Женщина помоложе, шившая у окна, поднялась и вскоре вернулась с миской и тремя кружками. Пленников толкнули к столу, усадили на старинные резные стулья.

– Жрите!

От миски пахло восхитительно. Такко невольно скосил глаза – в аппетитном рыбном бульоне лежали острые кости. Крупные громоздились горкой, мелкие плавали в жиже. Даже если кто-то забыл бы о гордости и попытался отхлебнуть, исколол бы рот. Такко выпрямился, насколько позволяла хватка, вскинул голову, встретился взглядом с Вереном и снова уставился в миску. Лучше бы ему эти кости в глотку забили, чем умирать от стыда и вины!

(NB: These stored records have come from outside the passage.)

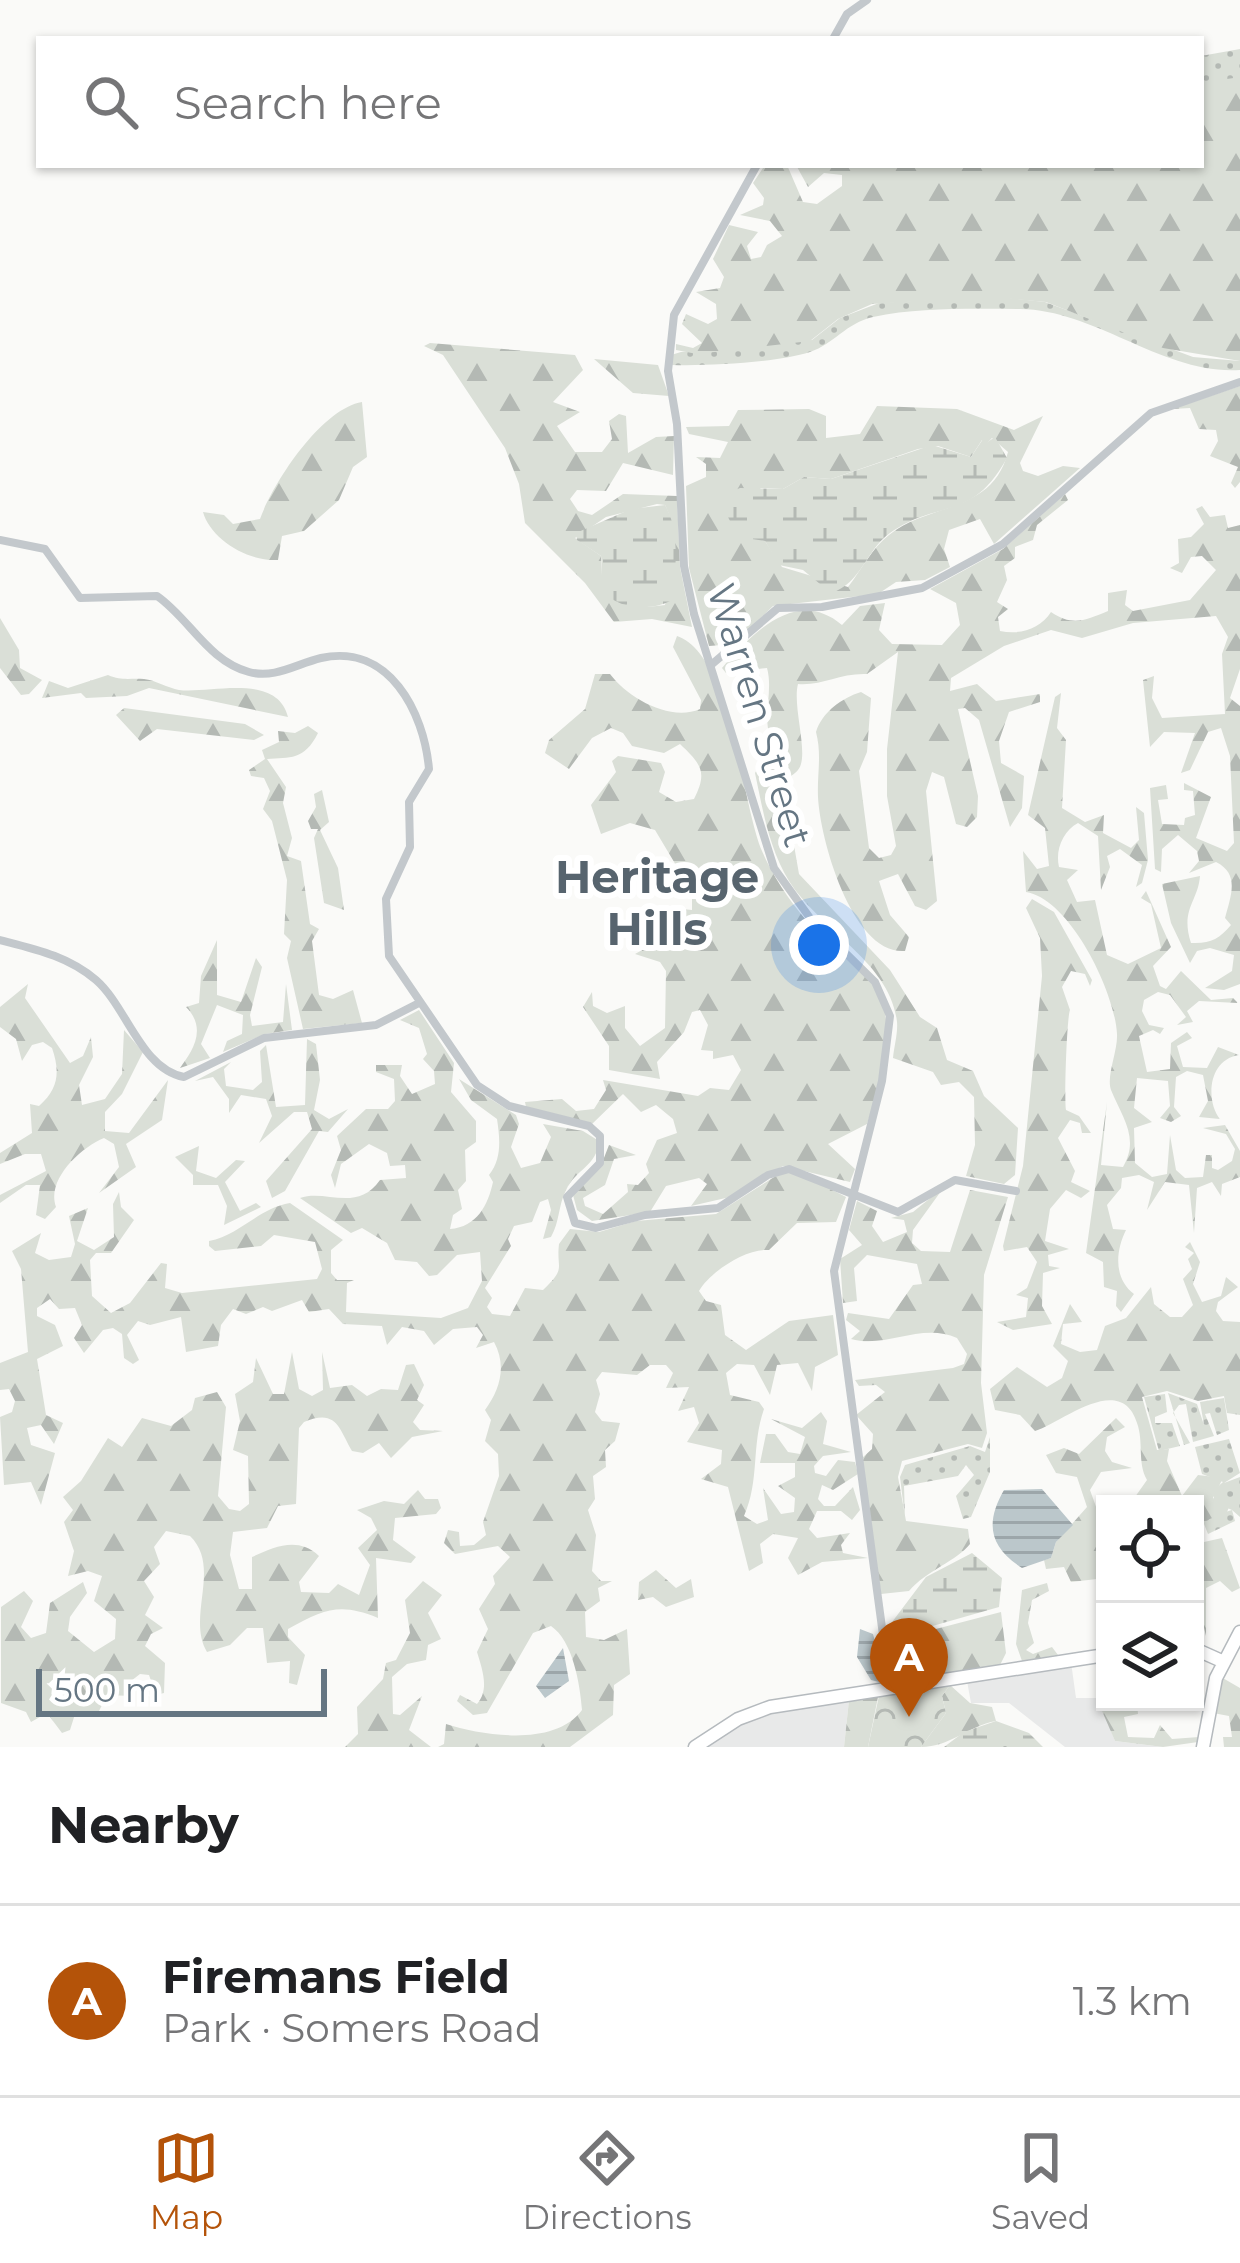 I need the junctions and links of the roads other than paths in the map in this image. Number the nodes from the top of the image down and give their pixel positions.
1 (867, 0) edge
2 (835, 36) edge
3 (755, 168) edge
4 (1240, 382) edge
5 (0, 541) edge
6 (711, 665) junction
7 (0, 940) edge
8 (419, 1003) junction
9 (1016, 1191) dead end
10 (853, 1192) junction
11 (1240, 1632) edge
12 (1204, 1653) edge
13 (1096, 1656) edge
14 (1224, 1662) junction
15 (890, 1687) junction
16 (695, 1747) edge
17 (1203, 1747) edge

1 - 2 street
3 - 6 street, Warren Street
4 - 6 street
5 - 8 street
6 - 10 street, Warren Street
7 - 8 street
8 - 10 street
9 - 10 street
10 - 15 street, Warren Street
11 - 14 main road
12 - 14 main road
13 - 15 main road
14 - 17 main road
15 - 16 main road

– Что, не нравится похлёбка? – рявкнул Шейн. – Вот так всякому, кто разевает рот на Север, он встанет поперёк горла. А теперь пейте!

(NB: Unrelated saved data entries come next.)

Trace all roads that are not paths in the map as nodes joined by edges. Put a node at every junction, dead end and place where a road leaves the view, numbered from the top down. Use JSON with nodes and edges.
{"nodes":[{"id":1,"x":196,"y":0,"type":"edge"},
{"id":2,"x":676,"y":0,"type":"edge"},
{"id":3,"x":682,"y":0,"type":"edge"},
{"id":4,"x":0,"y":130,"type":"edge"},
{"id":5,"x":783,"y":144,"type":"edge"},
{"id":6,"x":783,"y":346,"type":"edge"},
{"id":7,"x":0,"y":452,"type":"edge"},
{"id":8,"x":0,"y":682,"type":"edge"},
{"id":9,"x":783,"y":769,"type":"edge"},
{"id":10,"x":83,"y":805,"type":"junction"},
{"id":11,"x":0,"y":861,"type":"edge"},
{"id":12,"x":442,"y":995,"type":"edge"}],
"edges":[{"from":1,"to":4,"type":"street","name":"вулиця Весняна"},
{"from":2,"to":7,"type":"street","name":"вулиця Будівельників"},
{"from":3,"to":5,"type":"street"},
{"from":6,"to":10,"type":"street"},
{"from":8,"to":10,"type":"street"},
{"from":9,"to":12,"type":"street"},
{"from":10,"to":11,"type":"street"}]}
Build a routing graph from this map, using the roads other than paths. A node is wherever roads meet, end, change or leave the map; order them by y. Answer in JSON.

Сзади обхватила крепкая рука, чашка уперлась в губы; Такко отвернулся, но немного напитка выплеснулось, и губы свело от горечи.

– Как вам северный мёд? Не для изнеженных южан, а?

Шейн стоял, подбоченясь, с вороном на руке, и насмехался.

– Передай это всё жене моего брата, Кайлен, предатель из какой-то там долины. А теперь убирайся, лосиная вошь!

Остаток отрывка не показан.